To be honest, 3,592 variables is still a lot. And we know for example there is a fair amount of redundancy in there. There are many words which belong to similar families or convey similar ideas. “Trees” and “shrubs” are both “plants.” There are many words that refer to body parts or particular types of action that could be grouped together. Indeed, this is one of the hardest things about text analysis — we generally want to make more general statements about what our documents are doing rather than focus on a single word’s behavior. But doing so isn’t straightforward. What we mean by a topic or concept or action is an ambiguous theoretical construct. How we operationalize those constructs impacts what we can know about our documents. The next two sections will give you ideas on how you can do this. The first uses pre-made dictionaries while the second uses the approach of topic modeling. We’ll see later how you can also use machine learning to tackle this problem.

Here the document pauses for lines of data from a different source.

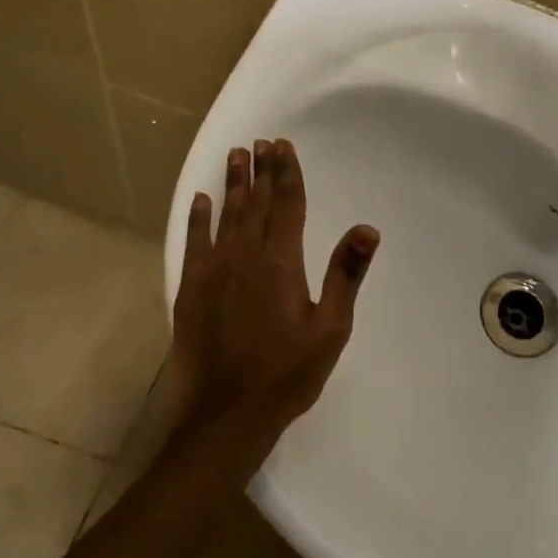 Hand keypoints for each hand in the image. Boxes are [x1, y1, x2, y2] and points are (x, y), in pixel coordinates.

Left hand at [167, 139, 378, 465]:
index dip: (287, 173)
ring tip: (236, 155)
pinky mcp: (191, 289)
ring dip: (233, 184)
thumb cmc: (286, 373)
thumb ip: (346, 275)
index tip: (283, 146)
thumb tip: (367, 228)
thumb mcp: (330, 329)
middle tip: (261, 141)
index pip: (287, 205)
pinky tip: (201, 200)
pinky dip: (198, 218)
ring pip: (226, 215)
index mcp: (281, 262)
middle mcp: (245, 255)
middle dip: (262, 170)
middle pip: (257, 202)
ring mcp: (213, 270)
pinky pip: (194, 242)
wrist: (225, 415) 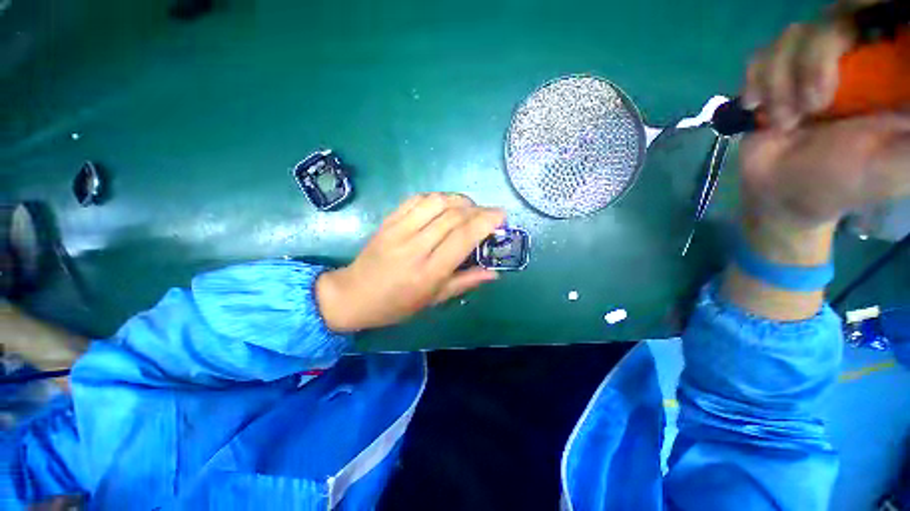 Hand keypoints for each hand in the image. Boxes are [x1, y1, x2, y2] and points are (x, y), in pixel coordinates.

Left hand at [315, 193, 504, 331]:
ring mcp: (399, 230)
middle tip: (488, 214)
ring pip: (436, 201)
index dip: (486, 221)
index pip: (463, 237)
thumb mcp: (434, 299)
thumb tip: (494, 273)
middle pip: (453, 216)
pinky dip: (437, 197)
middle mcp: (416, 246)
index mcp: (429, 271)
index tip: (501, 215)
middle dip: (478, 209)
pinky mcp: (389, 220)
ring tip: (468, 208)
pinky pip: (417, 199)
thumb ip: (465, 282)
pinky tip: (445, 204)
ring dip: (459, 199)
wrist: (354, 294)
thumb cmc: (397, 304)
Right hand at [724, 2, 909, 319]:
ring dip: (785, 73)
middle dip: (819, 54)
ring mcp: (813, 67)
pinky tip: (765, 106)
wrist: (782, 199)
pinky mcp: (776, 79)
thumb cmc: (838, 189)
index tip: (853, 61)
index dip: (873, 18)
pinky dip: (762, 76)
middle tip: (810, 103)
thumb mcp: (896, 163)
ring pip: (796, 33)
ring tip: (785, 112)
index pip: (882, 21)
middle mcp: (855, 59)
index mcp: (888, 73)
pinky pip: (765, 53)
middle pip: (838, 15) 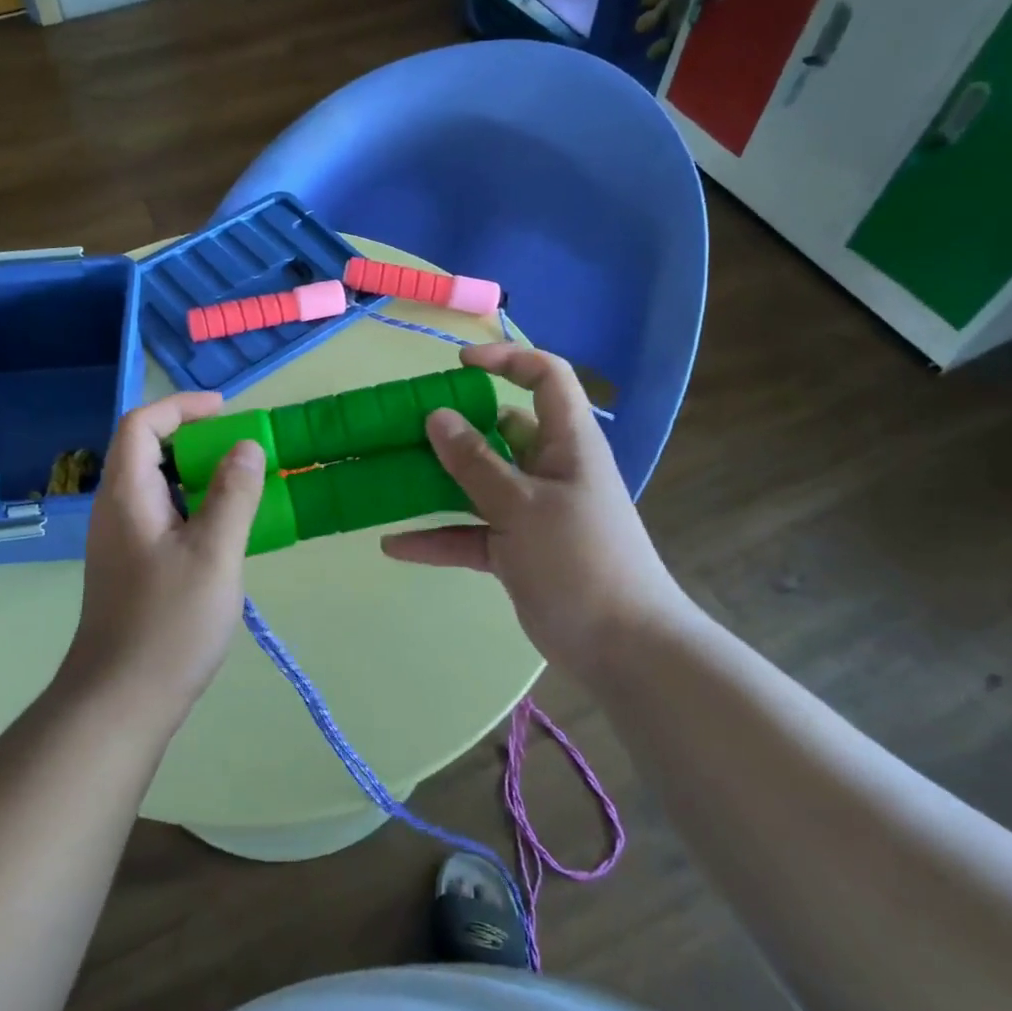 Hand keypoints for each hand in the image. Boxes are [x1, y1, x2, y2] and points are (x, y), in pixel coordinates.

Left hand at [65, 393, 265, 730]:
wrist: (120, 702)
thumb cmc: (169, 623)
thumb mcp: (214, 553)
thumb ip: (233, 495)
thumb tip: (246, 446)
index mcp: (127, 495)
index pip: (141, 425)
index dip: (180, 408)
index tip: (225, 411)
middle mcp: (116, 510)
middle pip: (147, 451)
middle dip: (195, 440)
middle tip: (241, 450)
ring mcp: (121, 541)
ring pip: (157, 487)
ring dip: (197, 476)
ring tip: (242, 486)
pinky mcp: (132, 567)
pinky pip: (162, 517)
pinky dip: (193, 507)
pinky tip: (224, 532)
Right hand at [381, 343, 689, 666]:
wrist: (622, 650)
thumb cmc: (580, 560)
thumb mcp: (522, 505)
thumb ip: (476, 462)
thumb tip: (436, 416)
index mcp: (566, 443)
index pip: (546, 378)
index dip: (507, 360)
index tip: (457, 366)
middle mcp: (547, 469)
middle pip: (499, 431)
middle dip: (454, 426)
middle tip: (405, 426)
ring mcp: (530, 511)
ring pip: (478, 483)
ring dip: (438, 482)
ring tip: (389, 475)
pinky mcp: (515, 550)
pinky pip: (470, 533)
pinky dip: (437, 537)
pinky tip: (394, 544) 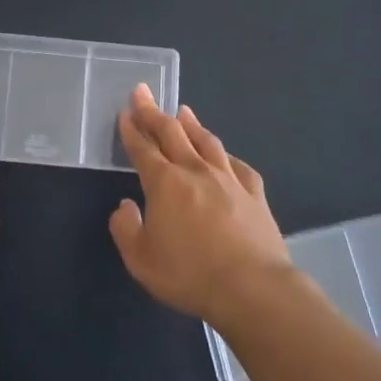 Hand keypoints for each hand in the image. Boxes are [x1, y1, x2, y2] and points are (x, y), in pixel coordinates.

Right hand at [109, 86, 290, 320]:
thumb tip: (126, 207)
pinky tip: (224, 155)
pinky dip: (225, 155)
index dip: (131, 128)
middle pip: (172, 133)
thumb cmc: (189, 274)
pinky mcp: (255, 194)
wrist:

The simplest way to do this is to use custom lists of words (dictionaries) that approximate your idea or concept. I’ll talk at the end about the pro’s and con’s of this approach, but for now let’s learn how to do it first. You can either use your own list of words or existing lists that have been used in other experiments and ideally validated on human readers. The example I’m going to use here relates to what is known as sentiment analysis. While there are newer and more effective ways of doing sentiment analysis using machine learning, for starters we will use the dictionary approach.

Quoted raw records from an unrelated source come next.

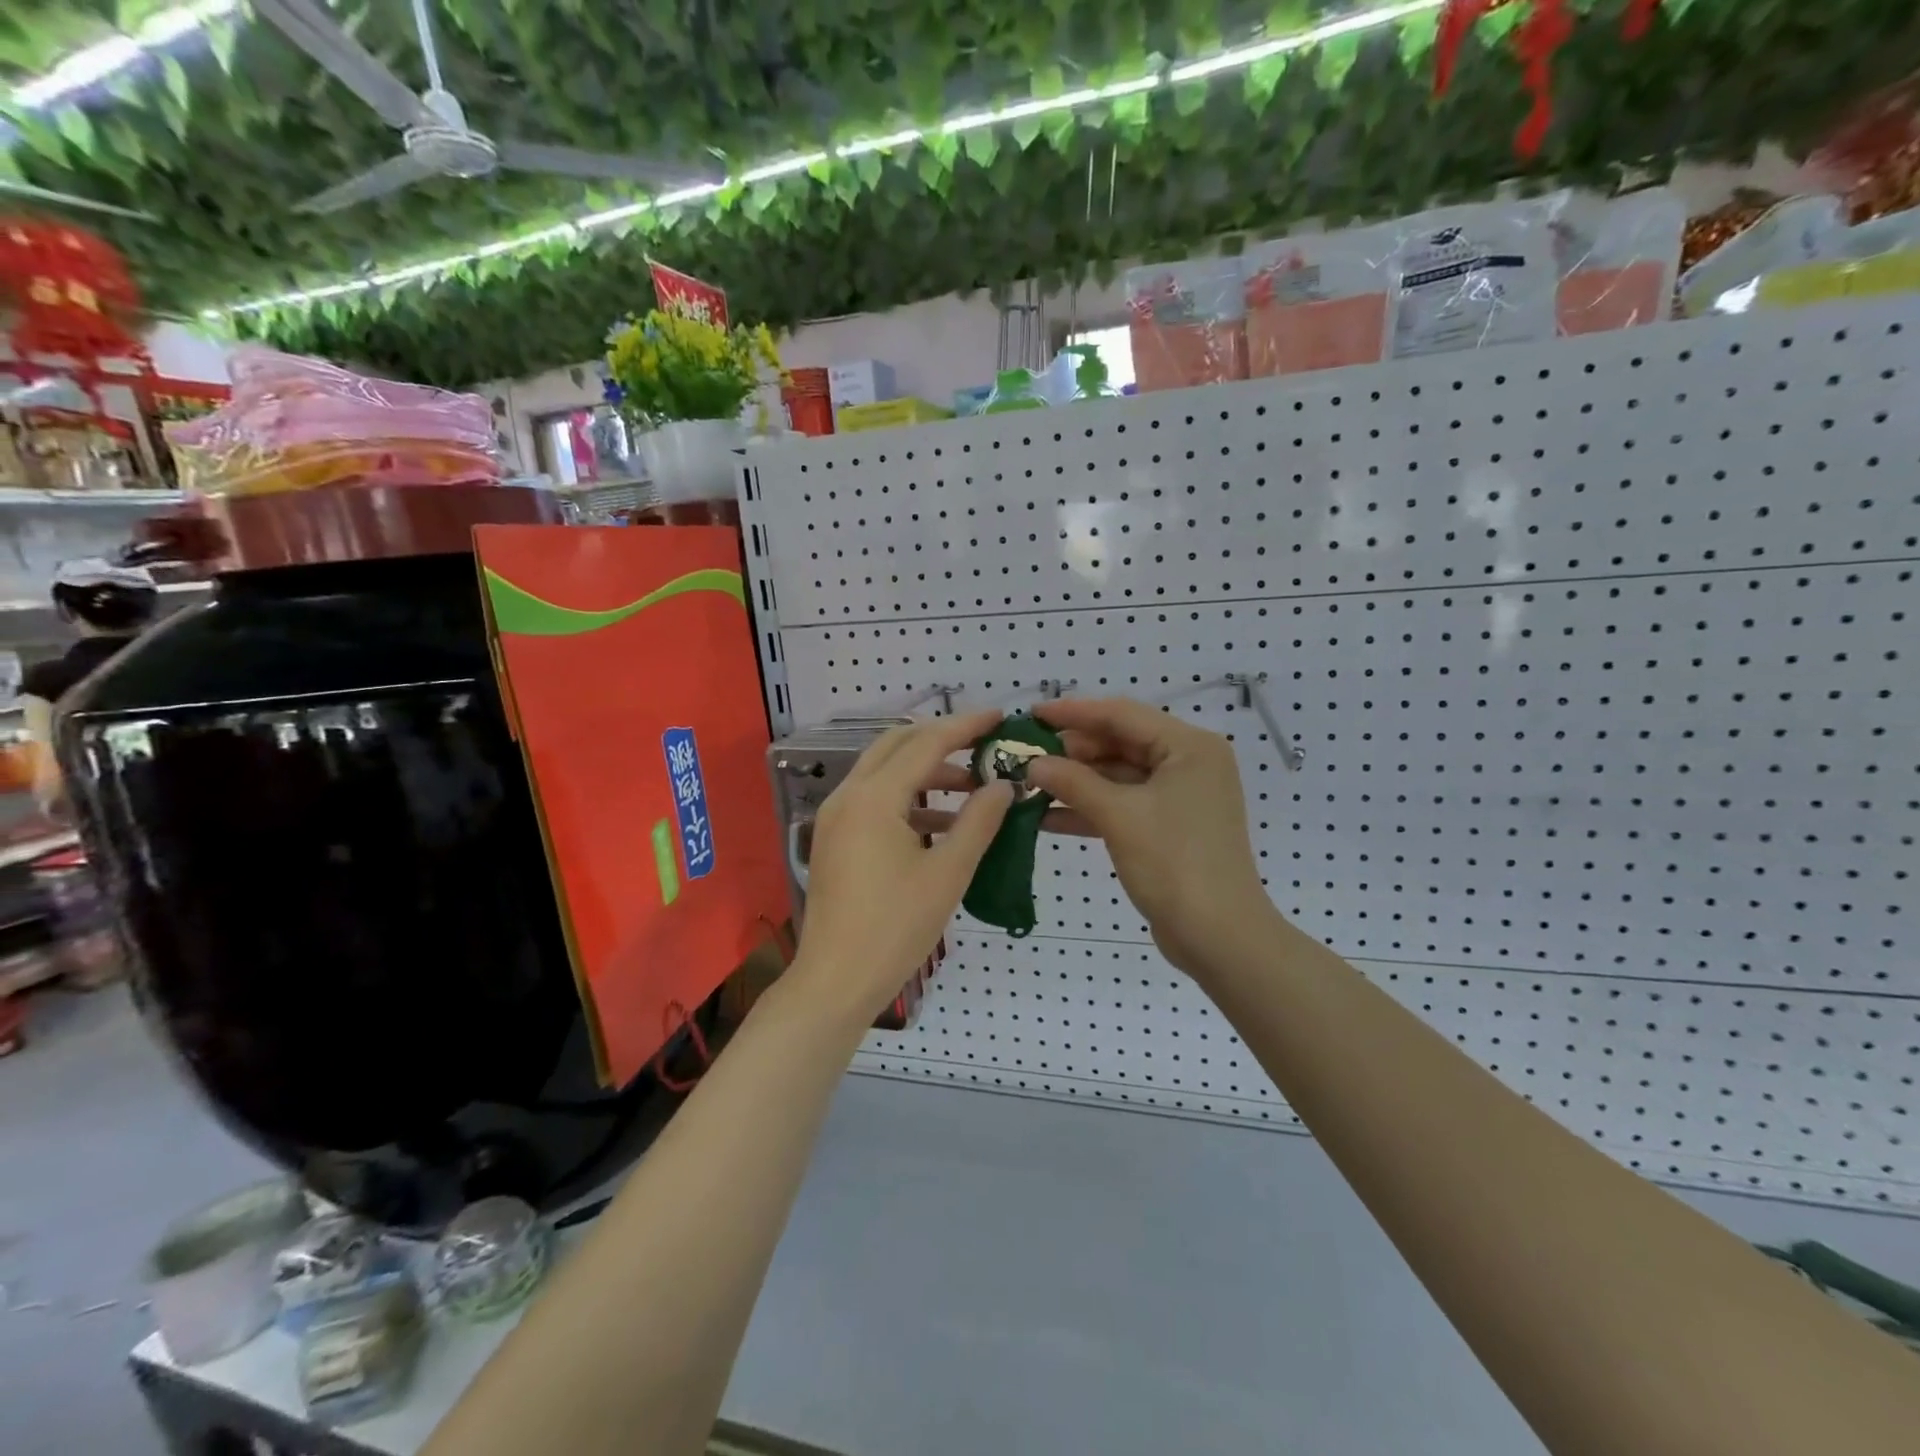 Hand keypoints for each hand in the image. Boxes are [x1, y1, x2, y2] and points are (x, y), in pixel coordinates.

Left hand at [791, 710, 1013, 1023]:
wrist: (836, 981)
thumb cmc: (896, 927)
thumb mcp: (948, 873)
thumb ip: (979, 821)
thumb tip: (1004, 785)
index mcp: (874, 797)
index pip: (926, 743)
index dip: (966, 727)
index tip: (1000, 717)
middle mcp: (848, 795)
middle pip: (897, 745)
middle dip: (942, 739)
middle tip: (984, 745)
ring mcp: (836, 817)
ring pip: (884, 771)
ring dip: (926, 770)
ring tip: (972, 787)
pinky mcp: (834, 839)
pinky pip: (874, 799)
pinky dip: (908, 798)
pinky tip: (941, 821)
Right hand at [1024, 698, 1275, 976]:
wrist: (1219, 938)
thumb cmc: (1174, 865)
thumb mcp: (1119, 817)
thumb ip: (1073, 782)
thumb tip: (1032, 763)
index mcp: (1189, 747)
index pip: (1122, 714)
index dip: (1073, 713)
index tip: (1030, 714)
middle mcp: (1188, 763)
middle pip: (1120, 743)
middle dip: (1071, 751)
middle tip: (1024, 755)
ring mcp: (1179, 796)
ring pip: (1117, 776)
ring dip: (1076, 781)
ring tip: (1028, 783)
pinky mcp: (1168, 826)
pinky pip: (1123, 804)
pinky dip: (1089, 809)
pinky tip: (1045, 816)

Sentiment analysis refers to the study of a document’s positivity or negativity (what is called “valence”). It was initially invented to track consumers’ feelings about products (“this movie sucks!”). It has since been applied to the study of voter preferences and plot analysis in literature, among other things. Knowing whether characters or historical figures or books are associated with more positive or negative language can be a useful way of inferring qualities about them.
So how does it work?
The good news is there are several lists out there that are freely available for use. The other good news is you have already learned the syntax for subsetting your document term matrix by a custom dictionary, which is what we are going to do here.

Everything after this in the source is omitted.